-Greg’s Take-

I’ve never been huge on hip-hop. This might ruffle a few feathers, but I’ve long felt it is a genre that is submerged in lazy, quick production and often times it comes across monotonous. It takes someone truly original to snag my attention to the genre. And sadly, for every original “artist,” there are there are 300 impersonators. I say “artist” because even under that moniker, the only “talent” many exude is the ability to rhyme while speaking very quickly.

Like I said, it takes a rather stand-out sound to pique my interest. Coming in the form of Denver based, all-around entertainer, SF1 (aka Shane Franklin) my interest just got hit with a giant bitch-slap of originality. You see, SF1 isn’t hip-hop. No, you’re wrong, he’s not. He is an eclectically powered, true artist who just happens to rhyme in a fast, almost spoken style.

SF1’s Inamorata encapsulates all that can be good with hip-hop. The thirteen track album incorporates harmonies with worldly sounds and then spins it on its head with electronic beats and club vibes then tosses in native drums to spice things up. Not only is this some of the most tolerable hip-hop I’ve heard in some time, it is easily some of the most impressive. The spectacular array of sound comes to a pinnacle with “Rhapsody.” The track, featuring the talented Cleveland Jones, is a stand-up and stand-out song that will spin round and round within your inner musical soul.  The record features the talents of Betsy Ruckard, Daj, Chrissie and the beautifully voiced Jenna Moll Reye, but SF1 doesn’t fall into the hellish hole that can be the “featuring:” insignia. It is his talent that soars. When most would lean to the obnoxious, SF1 shines in precision. Inamorata is thirteen surprises lined up nicely one after the other. With an approach like this and the knowhow that is constantly demonstrated within the record, Franklin has a very bright future.
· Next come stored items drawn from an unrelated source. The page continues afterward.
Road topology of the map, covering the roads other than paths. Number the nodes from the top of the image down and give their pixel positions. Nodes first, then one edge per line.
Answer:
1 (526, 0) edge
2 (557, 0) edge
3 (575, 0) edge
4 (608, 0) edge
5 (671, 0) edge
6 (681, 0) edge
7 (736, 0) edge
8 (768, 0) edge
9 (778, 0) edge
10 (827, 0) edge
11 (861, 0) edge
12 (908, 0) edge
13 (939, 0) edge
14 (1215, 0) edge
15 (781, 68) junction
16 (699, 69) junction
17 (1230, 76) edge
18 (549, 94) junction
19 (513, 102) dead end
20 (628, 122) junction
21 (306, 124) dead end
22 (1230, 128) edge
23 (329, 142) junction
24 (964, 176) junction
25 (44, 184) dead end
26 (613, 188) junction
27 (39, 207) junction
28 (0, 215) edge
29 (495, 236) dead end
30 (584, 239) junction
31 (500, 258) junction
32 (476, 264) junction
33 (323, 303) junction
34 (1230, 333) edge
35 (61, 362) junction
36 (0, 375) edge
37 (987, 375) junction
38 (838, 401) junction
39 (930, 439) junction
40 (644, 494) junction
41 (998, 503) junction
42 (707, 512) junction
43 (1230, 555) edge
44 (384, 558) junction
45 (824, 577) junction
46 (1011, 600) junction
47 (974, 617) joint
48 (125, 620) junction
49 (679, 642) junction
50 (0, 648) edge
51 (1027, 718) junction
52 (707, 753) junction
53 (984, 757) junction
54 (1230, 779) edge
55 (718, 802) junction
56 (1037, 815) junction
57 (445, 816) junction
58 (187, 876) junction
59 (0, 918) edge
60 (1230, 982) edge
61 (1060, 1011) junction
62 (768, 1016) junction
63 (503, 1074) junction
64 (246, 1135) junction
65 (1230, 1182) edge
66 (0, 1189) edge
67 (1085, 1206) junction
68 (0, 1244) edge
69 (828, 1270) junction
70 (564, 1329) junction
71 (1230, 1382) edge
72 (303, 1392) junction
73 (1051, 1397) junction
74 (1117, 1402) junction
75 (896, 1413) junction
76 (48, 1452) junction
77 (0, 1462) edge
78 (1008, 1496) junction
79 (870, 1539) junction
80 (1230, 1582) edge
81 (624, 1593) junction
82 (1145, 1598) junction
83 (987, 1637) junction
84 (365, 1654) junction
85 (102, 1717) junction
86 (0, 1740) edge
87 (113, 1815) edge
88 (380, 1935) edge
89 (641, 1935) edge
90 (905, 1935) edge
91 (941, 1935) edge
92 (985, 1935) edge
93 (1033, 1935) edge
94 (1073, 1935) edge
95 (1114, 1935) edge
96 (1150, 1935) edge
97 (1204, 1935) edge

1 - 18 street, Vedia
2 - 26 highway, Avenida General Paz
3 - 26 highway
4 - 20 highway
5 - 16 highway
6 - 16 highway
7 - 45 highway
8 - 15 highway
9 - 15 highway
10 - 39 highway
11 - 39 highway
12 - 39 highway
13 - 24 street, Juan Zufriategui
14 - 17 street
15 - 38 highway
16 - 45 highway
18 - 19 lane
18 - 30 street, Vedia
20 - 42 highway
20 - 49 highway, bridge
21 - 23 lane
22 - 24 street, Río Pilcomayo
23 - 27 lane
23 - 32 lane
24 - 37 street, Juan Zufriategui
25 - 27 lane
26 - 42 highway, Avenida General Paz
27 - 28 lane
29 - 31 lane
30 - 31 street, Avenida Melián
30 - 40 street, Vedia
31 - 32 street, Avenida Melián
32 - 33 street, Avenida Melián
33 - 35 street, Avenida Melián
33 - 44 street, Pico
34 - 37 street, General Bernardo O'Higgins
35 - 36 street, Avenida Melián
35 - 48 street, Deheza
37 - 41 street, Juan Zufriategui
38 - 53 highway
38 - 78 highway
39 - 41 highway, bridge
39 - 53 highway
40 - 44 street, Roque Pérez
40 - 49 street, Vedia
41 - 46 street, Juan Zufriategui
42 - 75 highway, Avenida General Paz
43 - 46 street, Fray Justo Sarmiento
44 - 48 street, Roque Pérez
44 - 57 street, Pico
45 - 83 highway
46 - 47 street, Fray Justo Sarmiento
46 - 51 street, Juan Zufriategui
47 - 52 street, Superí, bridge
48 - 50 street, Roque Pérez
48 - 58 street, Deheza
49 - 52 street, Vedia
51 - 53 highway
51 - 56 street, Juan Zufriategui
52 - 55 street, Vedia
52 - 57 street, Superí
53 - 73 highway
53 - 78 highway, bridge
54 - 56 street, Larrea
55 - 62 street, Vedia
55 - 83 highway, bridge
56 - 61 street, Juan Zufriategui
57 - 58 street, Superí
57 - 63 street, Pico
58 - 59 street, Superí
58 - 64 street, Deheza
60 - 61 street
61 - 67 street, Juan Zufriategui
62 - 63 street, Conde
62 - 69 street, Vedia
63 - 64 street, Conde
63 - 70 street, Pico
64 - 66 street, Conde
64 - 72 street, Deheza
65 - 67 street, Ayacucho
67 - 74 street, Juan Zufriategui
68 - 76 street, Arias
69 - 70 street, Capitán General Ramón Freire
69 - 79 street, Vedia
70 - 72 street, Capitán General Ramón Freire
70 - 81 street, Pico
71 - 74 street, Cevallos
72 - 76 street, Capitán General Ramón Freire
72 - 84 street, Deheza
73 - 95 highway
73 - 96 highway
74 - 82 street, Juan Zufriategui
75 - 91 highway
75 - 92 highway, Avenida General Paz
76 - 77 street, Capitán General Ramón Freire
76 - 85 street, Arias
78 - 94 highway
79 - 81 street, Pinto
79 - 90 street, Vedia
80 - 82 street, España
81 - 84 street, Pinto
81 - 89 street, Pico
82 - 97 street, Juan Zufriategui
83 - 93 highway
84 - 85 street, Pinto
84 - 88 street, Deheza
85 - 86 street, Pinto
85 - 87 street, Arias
Go ahead, be upset that I think hip-hop is a shallow kiddy-pool where nobody has room to move as they continue to sit in the repetitive stench begging for a massive break. Anyone can make an album, but few will make a second. SF1 deserves an invitation to the deep end of the pool where he can swim with unrestrained artistic freedom and continue to produce his sound. His ability to prove that he earns the title of “All-Around Entertainer” beams through the clouded genre in the form of Inamorata.

 

-Clay’s Take-

I am about to utter six of the most pretentious words of the new digital age: I was listening to a podcast the other day called “Roderick on the Line.”  It’s great.  On it, Roderick himself was discussing the moment in life he refers to as “finding your duck.”  The context being that a well-behaved dog who has been living its ho-hum dog life can be thrust into a higher sense of purpose after instinct kicks in when it discovers a duck.  Humans spend their lives trying to find their duck.  You know that person who always knew they wanted to be a doctor?  They found their duck at an early age.

Denver, you have a resident who found his duck.  Shane “SF1” Franklin is a born entertainer and rhyming, poetic machine.  He has released his sophomore album Inamorata and it is way ahead of his 23 years of age in terms of emotional clarity.  It is one thing to find someone who has worked hard and developed talent to record a tight album; it is something else altogether to come across a natural.  When that natural works their ass off to put out a great hip-hop album… man, there is nothing like it.

Produced by Cesar Gonzalez, Inamorata is a concept album about the most abstract of concepts: love.  The thirteen songs track a relationship from meeting on the title track, sexual “Tension”, the highest of highs on “Rhapsody,” the emotional wrenching of breaking up on “Raw” and “Madman” to reconciling on the outro: “Permanent.”  SF1 employs his staccato rhymes and powerful similes and metaphors (from being a pilot or riding a magic carpet on “Fly Away” or sexual tension “swarming me like many bees and stinging me”)  against a blend of hip-hop, Cuban, Middle Eastern, and pop.  Each song has hook layered upon hook and incredibly even; I had a hard time finding tracks that I wanted to skip over.

As a concept album, I love it.  There are some third act problems as the “rollercoaster of love” goes from pain in “Raw” and “Madman” to redemption in “Permanent” a little quickly, but SF1 captures the emotion of each relationship stage with deftness.  This album is so addictive on so many levels.

Love hip-hop? Love Inamorata.  It is the fruits of the labor of a born entertainer, one with the ability to capture the attention of the most critical of us.  When one of us finds our duck, it is a beautiful thing.

Note: as of the date of this review – November 28th – There are 8 days left on SF1’s Kickstarter page to develop a video for “Rhapsody.”  The song is awesome and deserves a video to match.  He also has some creative donation gifts (Tap dance lessons? Hell yeah).